Quelques instants après, un sifflement retentit à la table des Serpentards et le faucon se posa sur le bras tendu de Severus Snape. Harry plissa les yeux et essaya de deviner qui avait pu lui envoyer une lettre par faucon. Il lui fallut un moment pour rassembler les pièces du puzzle : son grand-père.

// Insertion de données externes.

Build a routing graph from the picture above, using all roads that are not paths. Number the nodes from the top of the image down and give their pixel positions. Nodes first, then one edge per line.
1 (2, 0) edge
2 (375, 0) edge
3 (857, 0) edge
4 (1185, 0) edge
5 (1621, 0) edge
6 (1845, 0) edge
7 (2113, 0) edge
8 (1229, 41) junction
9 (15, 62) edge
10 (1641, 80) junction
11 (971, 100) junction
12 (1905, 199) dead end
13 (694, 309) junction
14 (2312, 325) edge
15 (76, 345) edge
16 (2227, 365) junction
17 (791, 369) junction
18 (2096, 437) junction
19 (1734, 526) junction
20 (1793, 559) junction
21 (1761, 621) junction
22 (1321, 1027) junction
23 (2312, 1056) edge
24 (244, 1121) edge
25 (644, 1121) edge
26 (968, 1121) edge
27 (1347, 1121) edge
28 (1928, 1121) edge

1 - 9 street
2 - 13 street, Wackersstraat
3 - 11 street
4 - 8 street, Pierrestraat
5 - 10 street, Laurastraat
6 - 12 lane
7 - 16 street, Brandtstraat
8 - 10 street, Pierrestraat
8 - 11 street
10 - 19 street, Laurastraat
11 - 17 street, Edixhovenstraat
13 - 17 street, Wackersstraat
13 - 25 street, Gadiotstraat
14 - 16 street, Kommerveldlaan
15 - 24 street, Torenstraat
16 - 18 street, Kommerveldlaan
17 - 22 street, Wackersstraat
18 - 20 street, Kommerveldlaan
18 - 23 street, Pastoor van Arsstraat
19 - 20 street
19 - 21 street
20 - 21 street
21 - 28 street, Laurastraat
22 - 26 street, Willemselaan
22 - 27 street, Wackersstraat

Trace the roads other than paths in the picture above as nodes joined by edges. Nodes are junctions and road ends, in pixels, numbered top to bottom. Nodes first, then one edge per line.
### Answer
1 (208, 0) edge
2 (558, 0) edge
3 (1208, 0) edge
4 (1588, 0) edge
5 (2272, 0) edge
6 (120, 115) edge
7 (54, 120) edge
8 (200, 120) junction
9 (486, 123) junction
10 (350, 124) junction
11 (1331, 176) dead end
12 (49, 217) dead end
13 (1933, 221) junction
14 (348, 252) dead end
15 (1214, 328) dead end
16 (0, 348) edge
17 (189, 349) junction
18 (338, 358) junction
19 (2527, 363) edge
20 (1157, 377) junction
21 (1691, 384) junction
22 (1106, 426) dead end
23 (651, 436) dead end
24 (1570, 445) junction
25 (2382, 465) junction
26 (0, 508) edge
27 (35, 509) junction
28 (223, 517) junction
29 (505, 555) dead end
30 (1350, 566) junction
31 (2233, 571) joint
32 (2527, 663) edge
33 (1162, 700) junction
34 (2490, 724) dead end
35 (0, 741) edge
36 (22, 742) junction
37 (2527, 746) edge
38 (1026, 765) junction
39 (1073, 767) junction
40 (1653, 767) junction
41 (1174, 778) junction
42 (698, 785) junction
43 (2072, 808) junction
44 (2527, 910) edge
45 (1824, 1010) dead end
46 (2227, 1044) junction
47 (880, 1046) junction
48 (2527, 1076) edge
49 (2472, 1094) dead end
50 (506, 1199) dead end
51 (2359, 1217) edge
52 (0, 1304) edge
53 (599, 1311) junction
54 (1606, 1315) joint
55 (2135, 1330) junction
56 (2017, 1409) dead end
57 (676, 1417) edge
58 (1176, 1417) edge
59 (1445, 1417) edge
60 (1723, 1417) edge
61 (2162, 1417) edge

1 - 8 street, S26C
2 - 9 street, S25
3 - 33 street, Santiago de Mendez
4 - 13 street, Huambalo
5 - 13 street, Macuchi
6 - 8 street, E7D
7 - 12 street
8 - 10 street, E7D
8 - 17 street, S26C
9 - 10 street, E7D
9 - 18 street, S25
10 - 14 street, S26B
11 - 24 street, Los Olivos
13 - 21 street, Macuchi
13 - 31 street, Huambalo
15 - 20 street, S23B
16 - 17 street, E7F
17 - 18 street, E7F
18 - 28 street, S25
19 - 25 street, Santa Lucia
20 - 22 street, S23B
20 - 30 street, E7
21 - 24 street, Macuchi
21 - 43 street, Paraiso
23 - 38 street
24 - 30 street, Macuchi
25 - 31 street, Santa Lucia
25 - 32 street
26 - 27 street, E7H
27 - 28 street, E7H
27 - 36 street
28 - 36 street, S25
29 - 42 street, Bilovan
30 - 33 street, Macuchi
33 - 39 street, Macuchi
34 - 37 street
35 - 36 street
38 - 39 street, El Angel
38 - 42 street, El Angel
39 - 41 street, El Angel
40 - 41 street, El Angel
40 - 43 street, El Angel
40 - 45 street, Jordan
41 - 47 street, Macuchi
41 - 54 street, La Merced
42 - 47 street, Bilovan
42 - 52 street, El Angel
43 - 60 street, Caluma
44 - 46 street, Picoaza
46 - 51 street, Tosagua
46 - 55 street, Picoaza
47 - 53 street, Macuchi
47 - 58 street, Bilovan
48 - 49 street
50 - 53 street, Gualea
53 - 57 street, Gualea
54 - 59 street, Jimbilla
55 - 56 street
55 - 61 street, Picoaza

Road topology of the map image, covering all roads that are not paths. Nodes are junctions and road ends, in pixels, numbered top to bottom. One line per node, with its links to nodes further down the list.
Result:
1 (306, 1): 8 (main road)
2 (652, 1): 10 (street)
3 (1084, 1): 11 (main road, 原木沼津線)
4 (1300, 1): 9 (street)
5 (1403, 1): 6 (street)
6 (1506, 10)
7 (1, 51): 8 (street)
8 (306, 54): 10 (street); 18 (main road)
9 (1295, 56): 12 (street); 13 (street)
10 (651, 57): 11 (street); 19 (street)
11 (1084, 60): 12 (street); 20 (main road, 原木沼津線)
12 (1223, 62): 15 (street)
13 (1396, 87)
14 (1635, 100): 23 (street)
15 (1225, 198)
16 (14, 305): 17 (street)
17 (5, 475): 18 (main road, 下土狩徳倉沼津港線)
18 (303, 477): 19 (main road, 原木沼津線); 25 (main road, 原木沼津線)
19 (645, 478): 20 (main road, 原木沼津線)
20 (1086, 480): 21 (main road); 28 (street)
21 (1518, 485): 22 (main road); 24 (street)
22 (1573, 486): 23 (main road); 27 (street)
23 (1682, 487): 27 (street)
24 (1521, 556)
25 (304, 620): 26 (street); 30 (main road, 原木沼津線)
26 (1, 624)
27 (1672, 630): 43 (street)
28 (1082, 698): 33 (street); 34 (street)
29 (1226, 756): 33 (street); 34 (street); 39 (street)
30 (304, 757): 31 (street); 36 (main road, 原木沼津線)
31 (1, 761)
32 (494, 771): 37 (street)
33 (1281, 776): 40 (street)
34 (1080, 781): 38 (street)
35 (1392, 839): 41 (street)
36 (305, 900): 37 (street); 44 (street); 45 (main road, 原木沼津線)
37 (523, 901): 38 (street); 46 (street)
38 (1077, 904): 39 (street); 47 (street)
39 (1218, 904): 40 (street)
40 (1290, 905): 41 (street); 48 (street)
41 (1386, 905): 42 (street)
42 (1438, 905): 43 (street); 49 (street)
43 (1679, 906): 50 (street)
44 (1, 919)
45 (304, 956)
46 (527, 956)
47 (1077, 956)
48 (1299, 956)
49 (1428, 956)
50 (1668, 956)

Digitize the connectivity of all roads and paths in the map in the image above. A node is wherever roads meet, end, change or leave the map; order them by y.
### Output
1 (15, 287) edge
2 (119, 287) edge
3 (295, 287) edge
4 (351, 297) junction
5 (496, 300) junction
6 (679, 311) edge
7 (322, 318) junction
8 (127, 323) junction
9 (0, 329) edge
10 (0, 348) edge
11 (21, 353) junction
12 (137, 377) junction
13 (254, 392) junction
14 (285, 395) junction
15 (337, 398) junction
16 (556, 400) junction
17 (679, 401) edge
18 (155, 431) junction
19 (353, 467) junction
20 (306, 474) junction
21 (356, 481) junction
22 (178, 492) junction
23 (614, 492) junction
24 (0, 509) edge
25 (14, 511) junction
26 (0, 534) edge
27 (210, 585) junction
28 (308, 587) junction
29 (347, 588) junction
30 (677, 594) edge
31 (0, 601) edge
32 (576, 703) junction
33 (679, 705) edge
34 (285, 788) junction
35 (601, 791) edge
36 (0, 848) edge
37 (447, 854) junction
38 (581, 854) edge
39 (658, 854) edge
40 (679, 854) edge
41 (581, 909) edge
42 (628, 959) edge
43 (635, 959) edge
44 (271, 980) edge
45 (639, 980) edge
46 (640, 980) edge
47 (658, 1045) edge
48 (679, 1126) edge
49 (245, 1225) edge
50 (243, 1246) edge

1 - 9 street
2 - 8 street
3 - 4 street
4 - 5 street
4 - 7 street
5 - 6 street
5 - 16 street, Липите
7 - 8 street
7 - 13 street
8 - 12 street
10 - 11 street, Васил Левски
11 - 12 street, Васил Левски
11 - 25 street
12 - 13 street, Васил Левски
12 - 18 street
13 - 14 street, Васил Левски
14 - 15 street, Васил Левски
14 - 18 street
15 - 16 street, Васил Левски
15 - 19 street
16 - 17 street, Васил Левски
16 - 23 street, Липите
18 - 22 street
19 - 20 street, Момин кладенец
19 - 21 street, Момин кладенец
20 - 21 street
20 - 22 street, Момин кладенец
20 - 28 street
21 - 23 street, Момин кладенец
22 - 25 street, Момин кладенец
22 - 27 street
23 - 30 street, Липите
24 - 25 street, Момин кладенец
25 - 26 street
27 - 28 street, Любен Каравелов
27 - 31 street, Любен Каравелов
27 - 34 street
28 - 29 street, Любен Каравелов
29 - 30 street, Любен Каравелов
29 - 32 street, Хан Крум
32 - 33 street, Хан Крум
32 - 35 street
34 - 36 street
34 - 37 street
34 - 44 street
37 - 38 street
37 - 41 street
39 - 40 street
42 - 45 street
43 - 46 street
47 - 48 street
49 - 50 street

Il le regarda dérouler le rouleau et observer les lignes. Lucius essayait de se pencher pour voir ce qui était écrit mais Severus le repoussa. Le jeune homme avait blêmi. Il se leva rapidement et quitta la Grande Salle, sa robe virevoltant derrière lui.
Hpsshpss
Severus courut jusqu'au lac, le parchemin qu'il avait reçu ce matin serré dans sa main. Il s'installa sous son arbre préféré, un grand hêtre près du lac. Il était suffisamment grand pour le cacher si on le cherchait. Il ne voulait parler à personne.
Sa vie tombait en morceaux.
/ Severus,
Dire que je suis déçu serait en dessous de la vérité. Je suis furieux. Je n'ai jamais pensé que tu pourrais t'humilier à partager les passe-temps qui ont occupé ton père ces dernières années. Quand il m'a parlé de tes derniers exploits, je me suis demandé si c'était bien moi qui t'avais élevé. Je sais que j'ai perdu ton père ; t'ai-je aussi perdu ?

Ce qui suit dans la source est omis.